Kamau: I don’t really want anyone to know anything. I think those that know, know what this is about. There are thousands, maybe millions of stories like this in Toronto from different neighbourhoods, different high schools, different corners, and with different friend groups. Toronto hip-hop was a tight community of creative people that made things because they loved the culture and wanted to contribute. I think if we are to understand ourselves we should tell our own stories, and focus on the people that understand already.

I made We Went Out because Rosina Kazi called me and asked that I make it. She was curating at Luminato at the time. I wanted to document my closest group of friends and our story from our perspective. I wanted to tell a story of our city that isn’t normally told. We Went Out is about us, Toronto, hip hop, kids who live in neighbourhoods with their moms, and the beautiful things that come out of in-between spaces.

Foyer: Given Toronto’s prominence in today’s international hip-hop industry, why do you think the inception story and early narrative of Toronto hip-hop remain so under-documented?      

Kamau: Toronto is not good at valuing its artists or its own story. I think Toronto has always had an insecurity complex. Toronto has always seen itself as the little cousin of New York or Los Angeles, or Atlanta. We are not from those places, we’re from Toronto. It has taken this long, and lots of investment from the States, for Toronto to start to feel proud of itself. I think the generation that Drake has led feels differently about the city because a few artists came out being very proud about loving the city. I hope that pride can translate to more development, more infrastructure, and better artist development that comes from the city itself, I’d love to be a part of that. I hope more everyday people tell stories about Toronto and tell them well, even if it’s just with their cell phone camera. I loved that much of the Wolfgang Tillmans show was mounted with scotch tape, I love that the Basquiat show had reflections from local artists with their pictures, and I love that Jabari Elliot paints on anything available. I think we should just work and worry less about the polish; let’s just use our talent and what we have to tell the fucking story.

Foyer: This year, you debuted a one-man show entitled Loss. Apart from the obvious, what does the show explore? After making music and films, how would you describe your first experience writing and performing in a theatre space? 

Kamau: After losing a relationship, after One Day Soon, and after getting fired from Nia Centre for the Arts, an organization I co-founded, I experienced a winter of deep sadness. I had lost these things but also lost my faith in community, and my entire worldview fell apart. I didn’t know if I would be an artist again or if art meant anything. I had to start from scratch and build myself up again. Part of the process of doing that involved exploring my psychology, my misconceptions, my assumptions, and my family. To be honest I don’t like to talk about Loss because I just wanted people to come and see it, all the explaining does it no justice, it’s an experience, not an academic paper, it should be experienced.

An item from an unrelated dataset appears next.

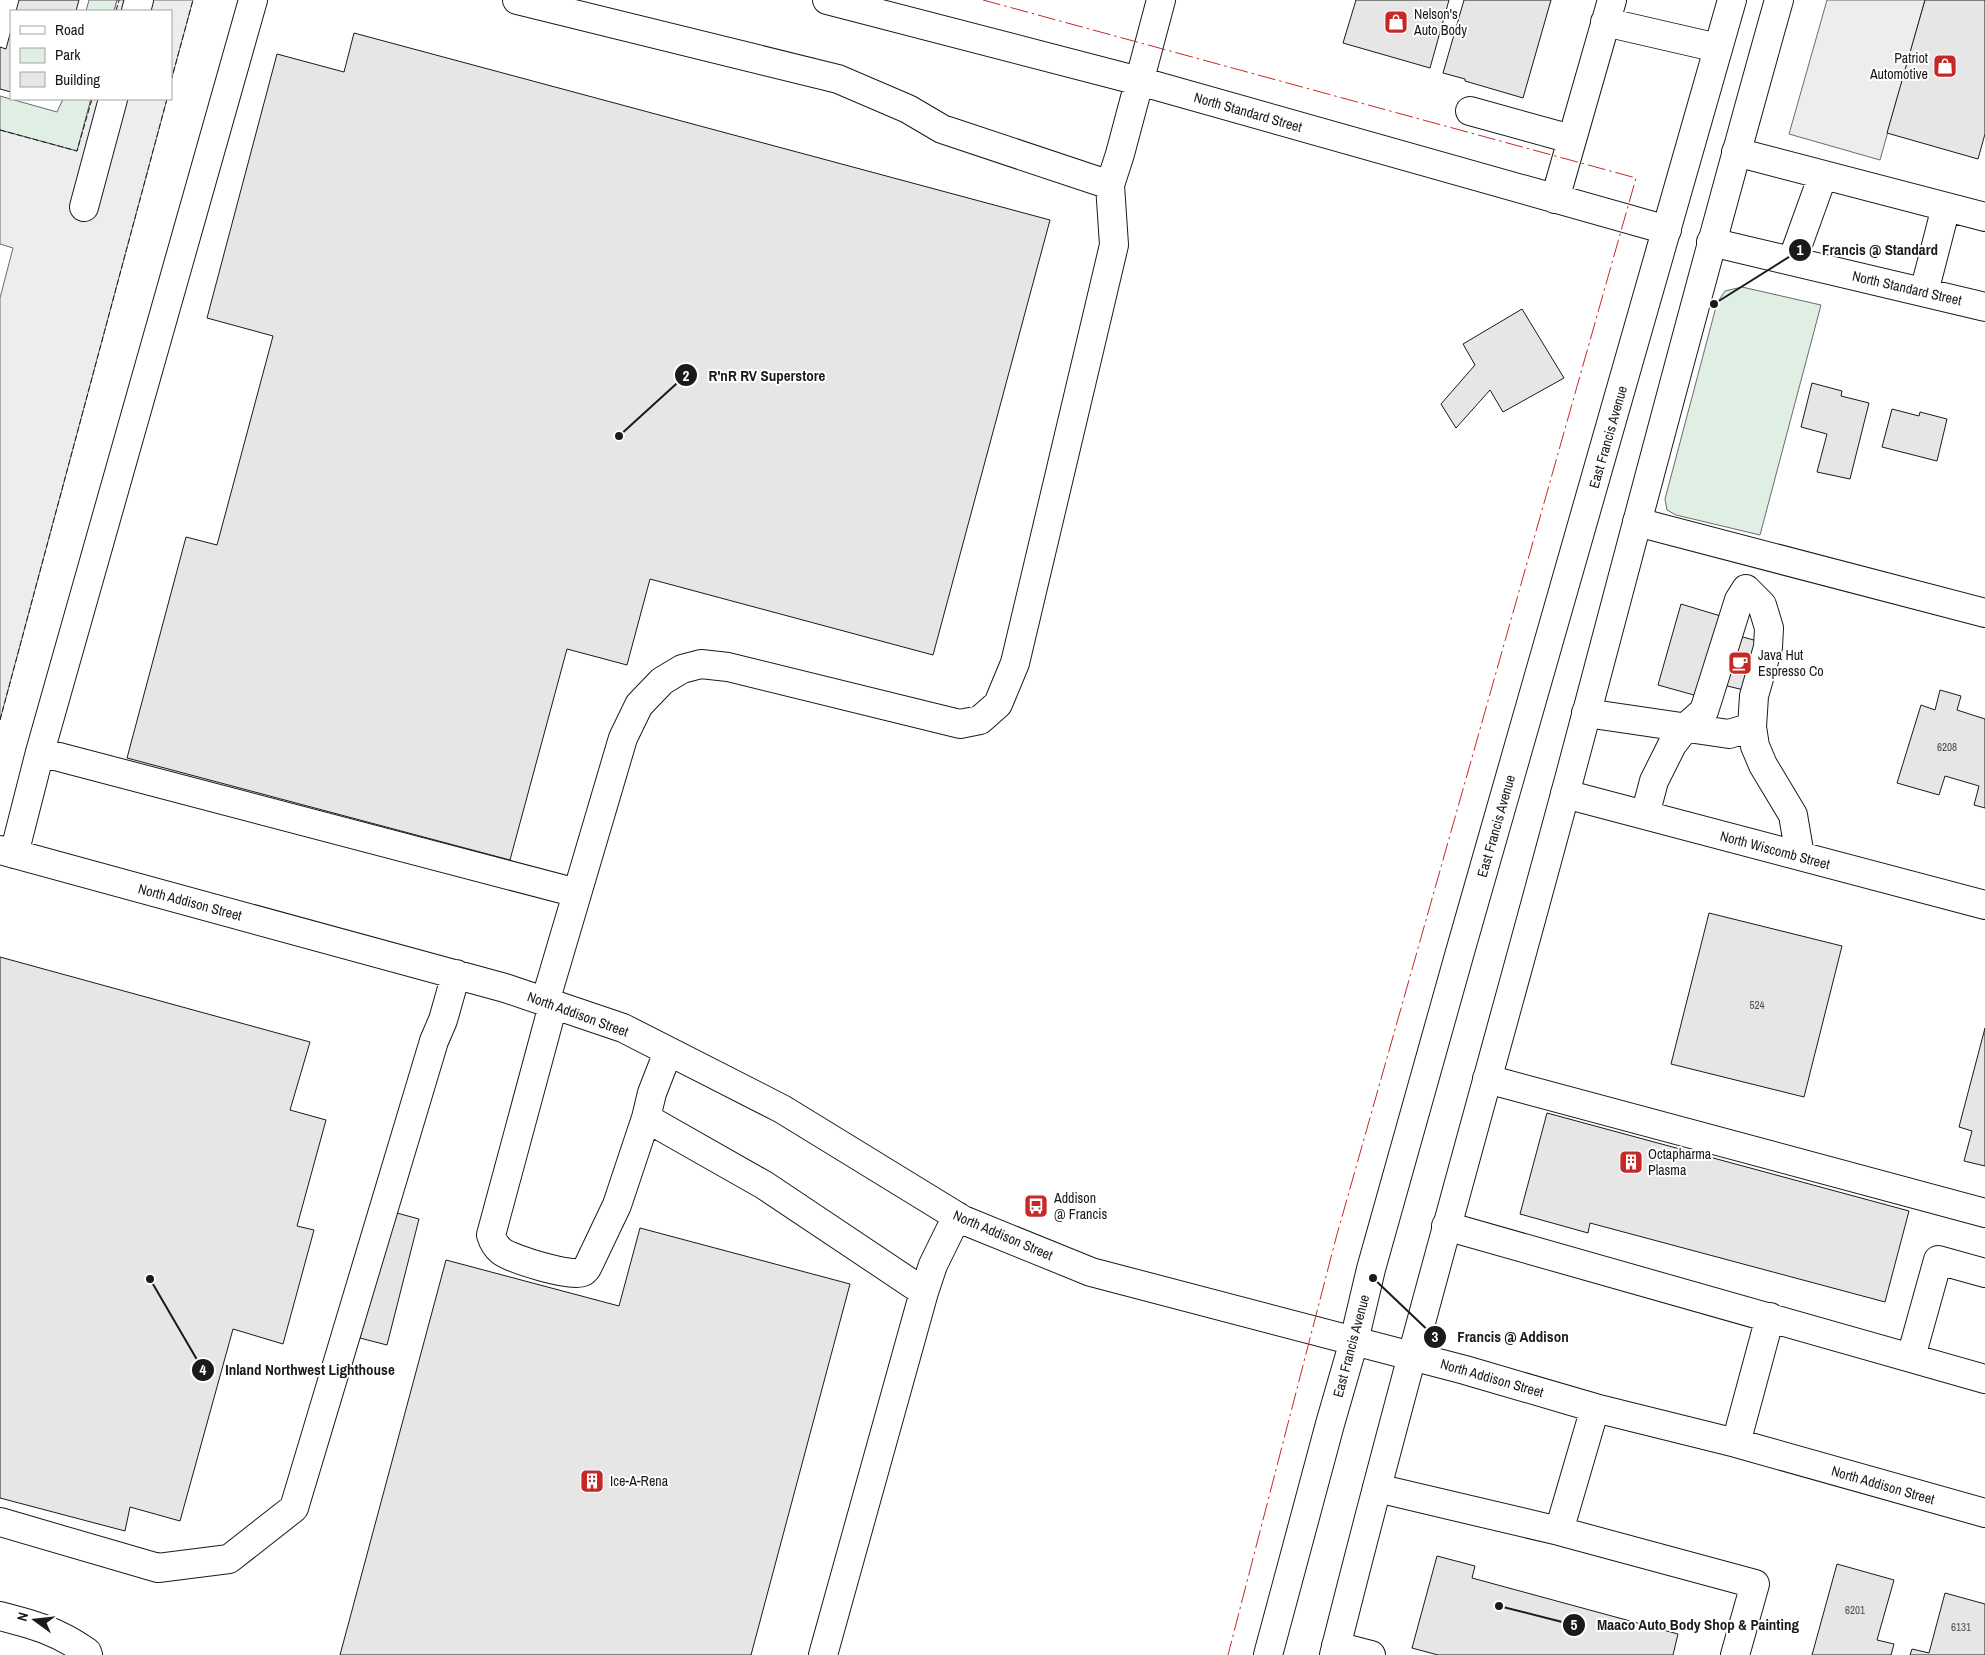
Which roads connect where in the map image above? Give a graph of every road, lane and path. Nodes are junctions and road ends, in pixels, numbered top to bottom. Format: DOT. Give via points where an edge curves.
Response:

I don’t particularly care about theatre, or “the theatre space,” and I don’t consider Loss to be theatre. I don’t know what it is exactly, but it’s certainly not a play. I’ll leave the plays to the theatre people. I consider myself an artist without a particular genre, I’ve been called multi-disciplinary a lot recently, but I really don’t have a desire for any name. I’m an artist. I make art. I love music, film, writing, and performance art (when it’s good). I’ve seen dance and experimental work, and I read, walk, and experience the world. I think art should do that, and I think the concern about genre is mostly for marketing and industry folks who are focused on selling things. I’m an artist, a writer and a designer. I’m mostly concerned about making and designing things. 

The short answer is Loss is about working through a sadness that many of us feel. It is the loss of place, loss of community, loss of relationships, loss of people, loss of identity, loss of youth, loss of innocence. It is unfinished and might never be finished, but it’s more about the process more than a final thing.